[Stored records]
>>>>
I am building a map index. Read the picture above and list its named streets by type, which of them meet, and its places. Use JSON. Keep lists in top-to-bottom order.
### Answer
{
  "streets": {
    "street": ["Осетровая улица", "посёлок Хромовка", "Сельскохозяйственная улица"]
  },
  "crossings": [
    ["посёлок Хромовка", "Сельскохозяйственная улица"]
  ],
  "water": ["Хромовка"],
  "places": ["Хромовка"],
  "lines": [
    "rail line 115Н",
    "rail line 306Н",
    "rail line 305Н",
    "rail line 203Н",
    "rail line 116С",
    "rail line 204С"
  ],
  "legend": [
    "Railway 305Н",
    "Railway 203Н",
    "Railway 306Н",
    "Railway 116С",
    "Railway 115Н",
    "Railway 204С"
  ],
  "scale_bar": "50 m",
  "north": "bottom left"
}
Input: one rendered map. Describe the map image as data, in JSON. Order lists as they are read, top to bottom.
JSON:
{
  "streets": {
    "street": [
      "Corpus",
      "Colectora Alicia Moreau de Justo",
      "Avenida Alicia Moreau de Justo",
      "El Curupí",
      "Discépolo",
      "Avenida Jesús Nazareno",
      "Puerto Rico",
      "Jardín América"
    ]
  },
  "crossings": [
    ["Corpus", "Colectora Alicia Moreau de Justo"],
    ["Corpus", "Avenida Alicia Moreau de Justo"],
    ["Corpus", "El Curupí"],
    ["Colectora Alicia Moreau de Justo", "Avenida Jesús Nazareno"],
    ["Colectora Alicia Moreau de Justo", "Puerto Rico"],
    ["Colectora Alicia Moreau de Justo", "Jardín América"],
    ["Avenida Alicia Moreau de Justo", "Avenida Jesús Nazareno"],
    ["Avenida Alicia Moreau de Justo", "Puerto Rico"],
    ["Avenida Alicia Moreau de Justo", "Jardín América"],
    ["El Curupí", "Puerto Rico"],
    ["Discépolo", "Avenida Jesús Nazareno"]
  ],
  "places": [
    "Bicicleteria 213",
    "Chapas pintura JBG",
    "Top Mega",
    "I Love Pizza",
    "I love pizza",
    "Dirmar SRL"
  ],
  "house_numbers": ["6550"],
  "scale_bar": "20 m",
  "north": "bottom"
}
<<<<
Task brief - For this exercise, restate each of the entries without any deviation.

Solution to this exercise -
I am building a map index. Read the picture above and list its named streets by type, which of them meet, and its places. Use JSON. Keep lists in top-to-bottom order.
### Answer
{
  "streets": {
    "street": ["Осетровая улица", "посёлок Хромовка", "Сельскохозяйственная улица"]
  },
  "crossings": [
    ["посёлок Хромовка", "Сельскохозяйственная улица"]
  ],
  "water": ["Хромовка"],
  "places": ["Хромовка"],
  "lines": [
    "rail line 115Н",
    "rail line 306Н",
    "rail line 305Н",
    "rail line 203Н",
    "rail line 116С",
    "rail line 204С"
  ],
  "legend": [
    "Railway 305Н",
    "Railway 203Н",
    "Railway 306Н",
    "Railway 116С",
    "Railway 115Н",
    "Railway 204С"
  ],
  "scale_bar": "50 m",
  "north": "bottom left"
}
Input: one rendered map. Describe the map image as data, in JSON. Order lists as they are read, top to bottom.
JSON:
{
  "streets": {
    "street": [
      "Corpus",
      "Colectora Alicia Moreau de Justo",
      "Avenida Alicia Moreau de Justo",
      "El Curupí",
      "Discépolo",
      "Avenida Jesús Nazareno",
      "Puerto Rico",
      "Jardín América"
    ]
  },
  "crossings": [
    ["Corpus", "Colectora Alicia Moreau de Justo"],
    ["Corpus", "Avenida Alicia Moreau de Justo"],
    ["Corpus", "El Curupí"],
    ["Colectora Alicia Moreau de Justo", "Avenida Jesús Nazareno"],
    ["Colectora Alicia Moreau de Justo", "Puerto Rico"],
    ["Colectora Alicia Moreau de Justo", "Jardín América"],
    ["Avenida Alicia Moreau de Justo", "Avenida Jesús Nazareno"],
    ["Avenida Alicia Moreau de Justo", "Puerto Rico"],
    ["Avenida Alicia Moreau de Justo", "Jardín América"],
    ["El Curupí", "Puerto Rico"],
    ["Discépolo", "Avenida Jesús Nazareno"]
  ],
  "places": [
    "Bicicleteria 213",
    "Chapas pintura JBG",
    "Top Mega",
    "I Love Pizza",
    "I love pizza",
    "Dirmar SRL"
  ],
  "house_numbers": ["6550"],
  "scale_bar": "20 m",
  "north": "bottom"
}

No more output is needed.